Data to examine

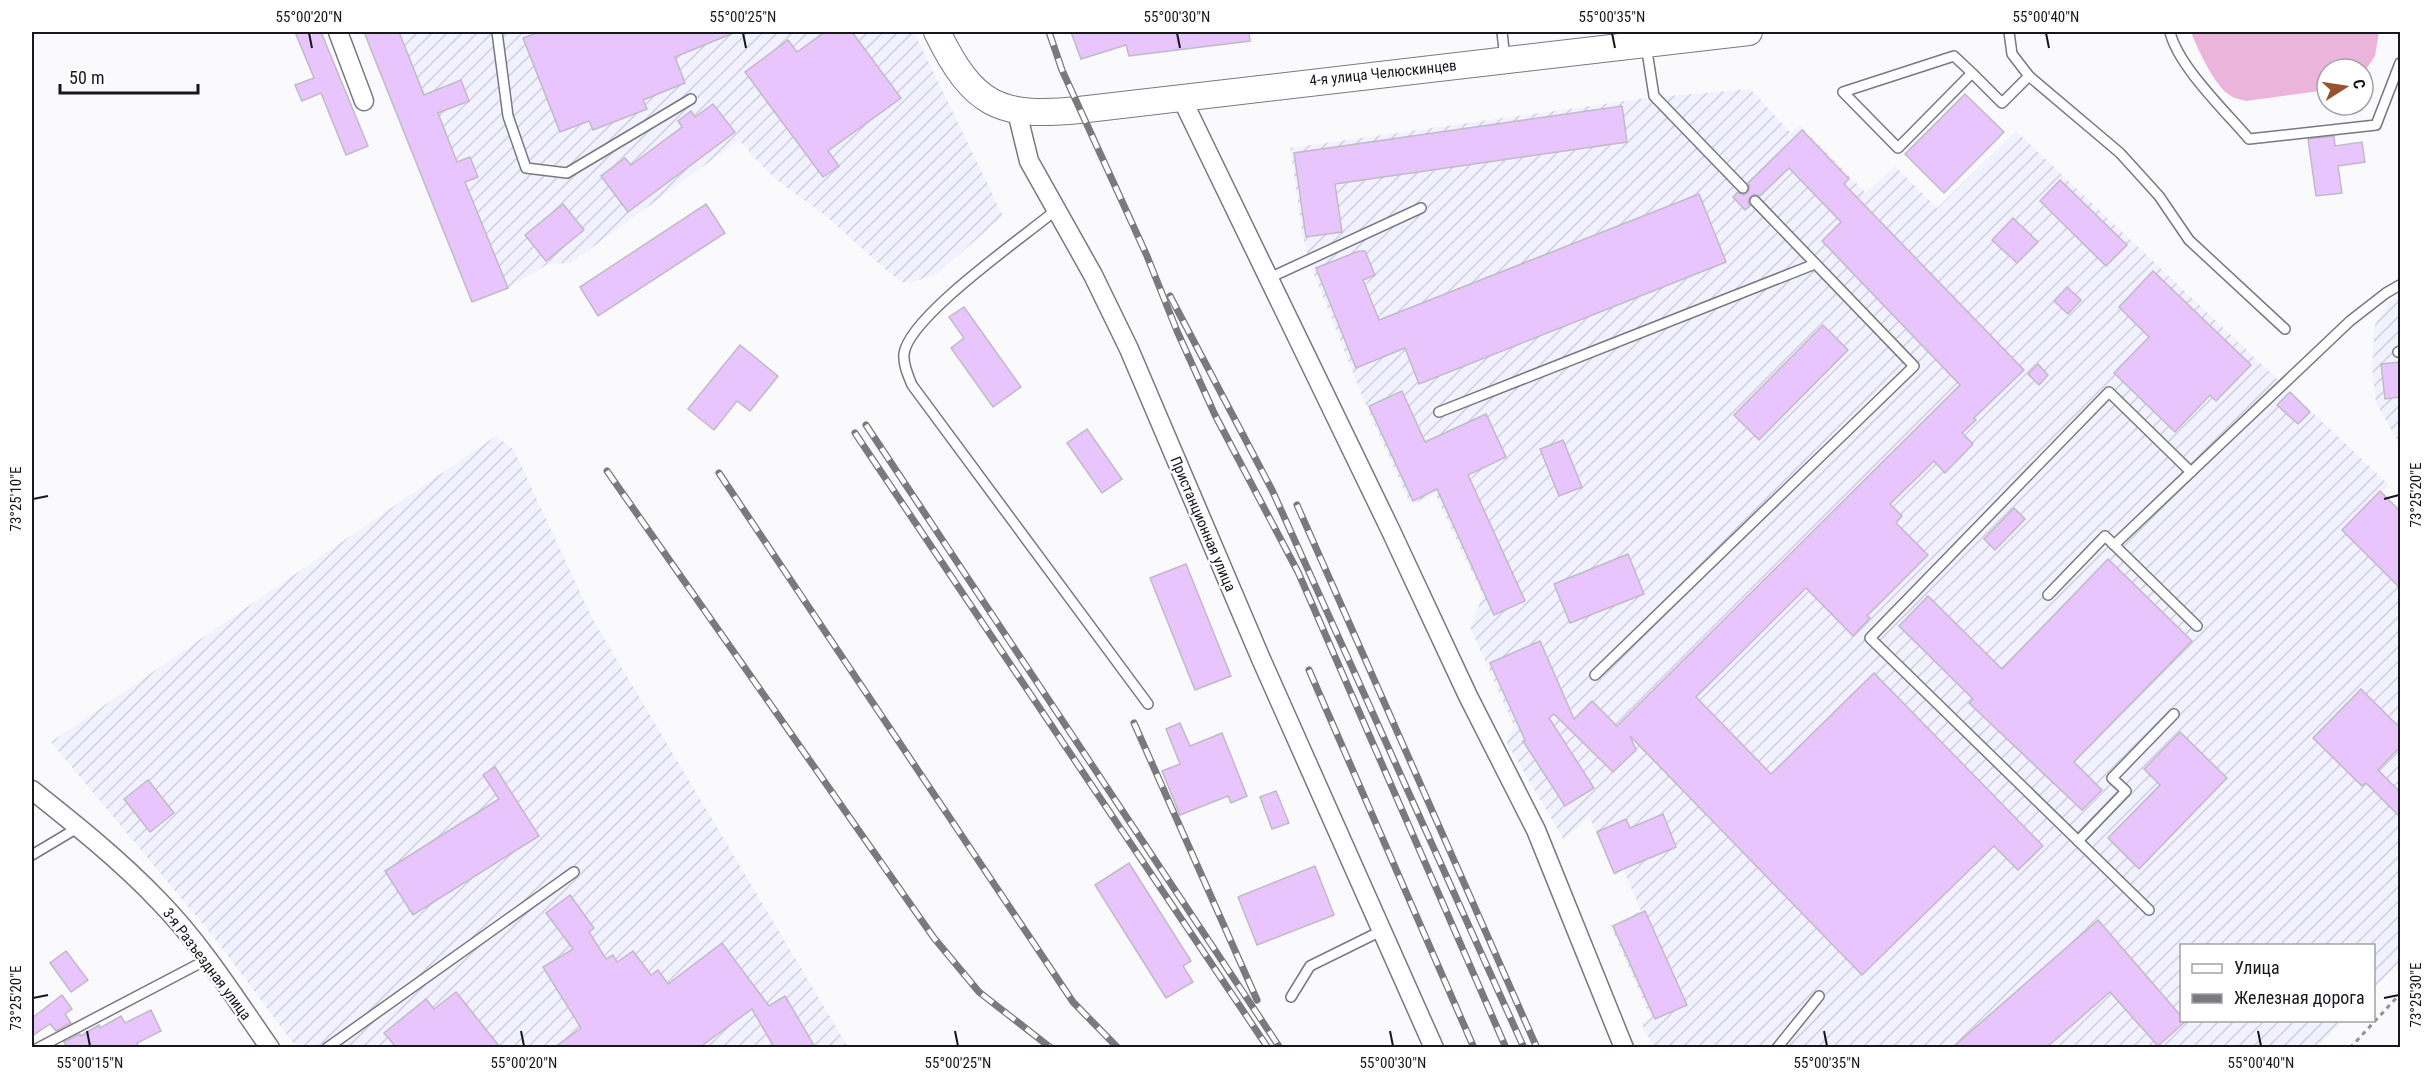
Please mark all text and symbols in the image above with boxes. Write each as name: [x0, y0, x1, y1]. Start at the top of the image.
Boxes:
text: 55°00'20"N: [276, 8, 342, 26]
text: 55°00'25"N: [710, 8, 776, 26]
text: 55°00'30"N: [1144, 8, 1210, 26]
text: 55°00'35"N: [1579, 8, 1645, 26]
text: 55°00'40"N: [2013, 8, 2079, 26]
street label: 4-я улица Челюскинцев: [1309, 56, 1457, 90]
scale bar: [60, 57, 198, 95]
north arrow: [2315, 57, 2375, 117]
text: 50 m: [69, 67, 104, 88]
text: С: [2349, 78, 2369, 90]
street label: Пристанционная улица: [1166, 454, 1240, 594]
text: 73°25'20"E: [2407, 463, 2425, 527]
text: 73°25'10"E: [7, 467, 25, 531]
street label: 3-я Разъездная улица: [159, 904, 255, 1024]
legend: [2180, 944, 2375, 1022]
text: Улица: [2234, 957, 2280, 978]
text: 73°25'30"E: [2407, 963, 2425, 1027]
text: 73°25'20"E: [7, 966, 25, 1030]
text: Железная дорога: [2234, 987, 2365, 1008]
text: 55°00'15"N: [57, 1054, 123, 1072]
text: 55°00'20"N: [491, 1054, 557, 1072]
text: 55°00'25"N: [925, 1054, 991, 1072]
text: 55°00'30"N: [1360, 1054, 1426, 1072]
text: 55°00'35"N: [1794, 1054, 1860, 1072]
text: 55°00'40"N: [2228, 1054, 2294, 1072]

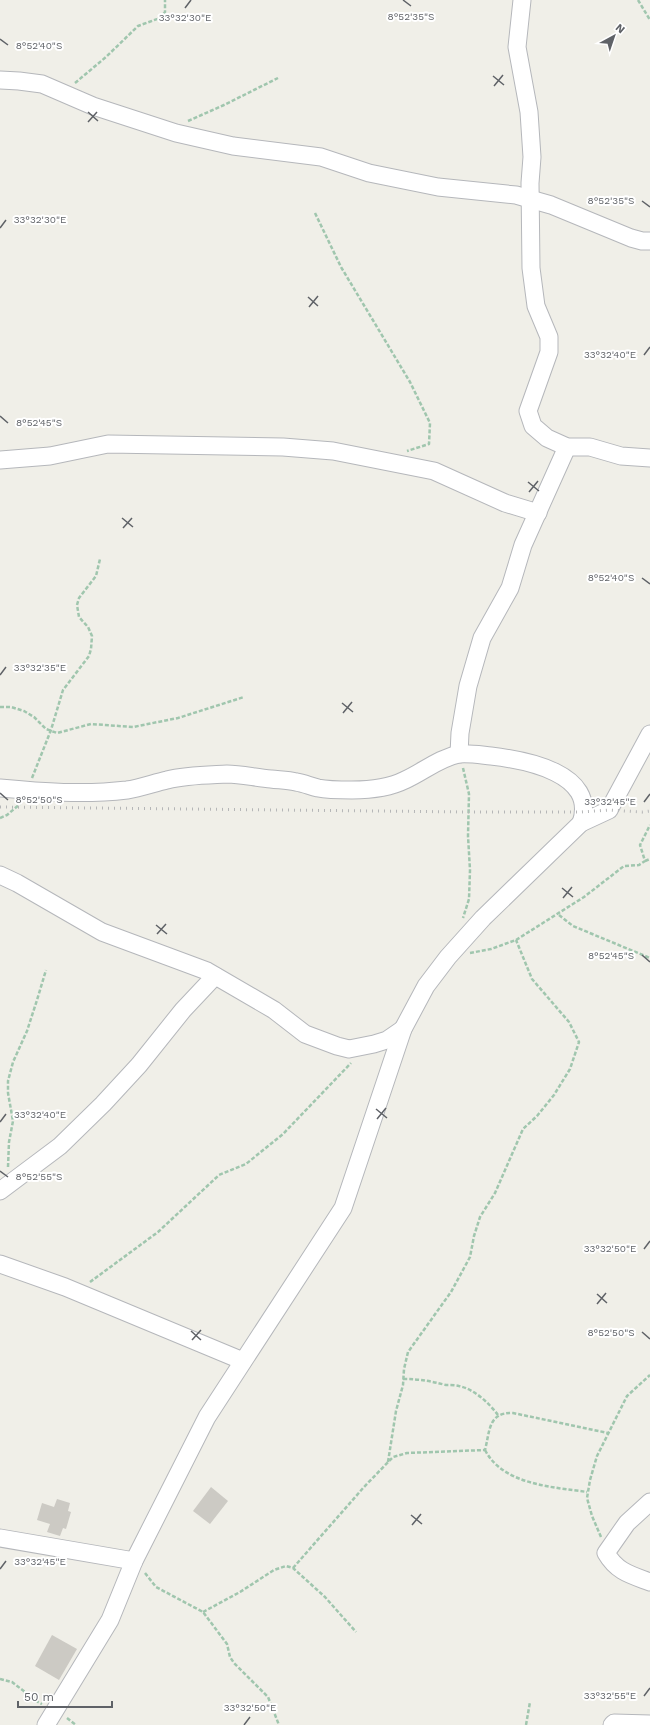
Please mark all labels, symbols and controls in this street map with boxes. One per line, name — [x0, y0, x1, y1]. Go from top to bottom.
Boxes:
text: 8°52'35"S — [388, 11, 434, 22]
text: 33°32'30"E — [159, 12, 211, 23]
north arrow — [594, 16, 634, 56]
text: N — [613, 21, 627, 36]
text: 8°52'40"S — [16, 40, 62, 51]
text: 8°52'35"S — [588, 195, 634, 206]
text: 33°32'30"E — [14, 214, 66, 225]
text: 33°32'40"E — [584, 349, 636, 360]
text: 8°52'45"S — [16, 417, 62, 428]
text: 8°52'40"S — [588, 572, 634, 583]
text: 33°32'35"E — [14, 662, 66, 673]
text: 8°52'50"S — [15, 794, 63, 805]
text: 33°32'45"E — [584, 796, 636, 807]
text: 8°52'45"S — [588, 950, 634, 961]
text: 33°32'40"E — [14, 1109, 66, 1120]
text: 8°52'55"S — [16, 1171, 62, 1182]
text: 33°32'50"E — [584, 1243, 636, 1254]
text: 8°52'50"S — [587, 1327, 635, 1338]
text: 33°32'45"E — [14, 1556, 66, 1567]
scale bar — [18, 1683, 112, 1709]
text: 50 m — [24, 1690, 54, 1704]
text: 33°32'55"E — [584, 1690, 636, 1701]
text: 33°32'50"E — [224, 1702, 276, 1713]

Aim of the task
Check each line of the data for the string "Please" and state how many lines contain it, without any other output.

The completed task
2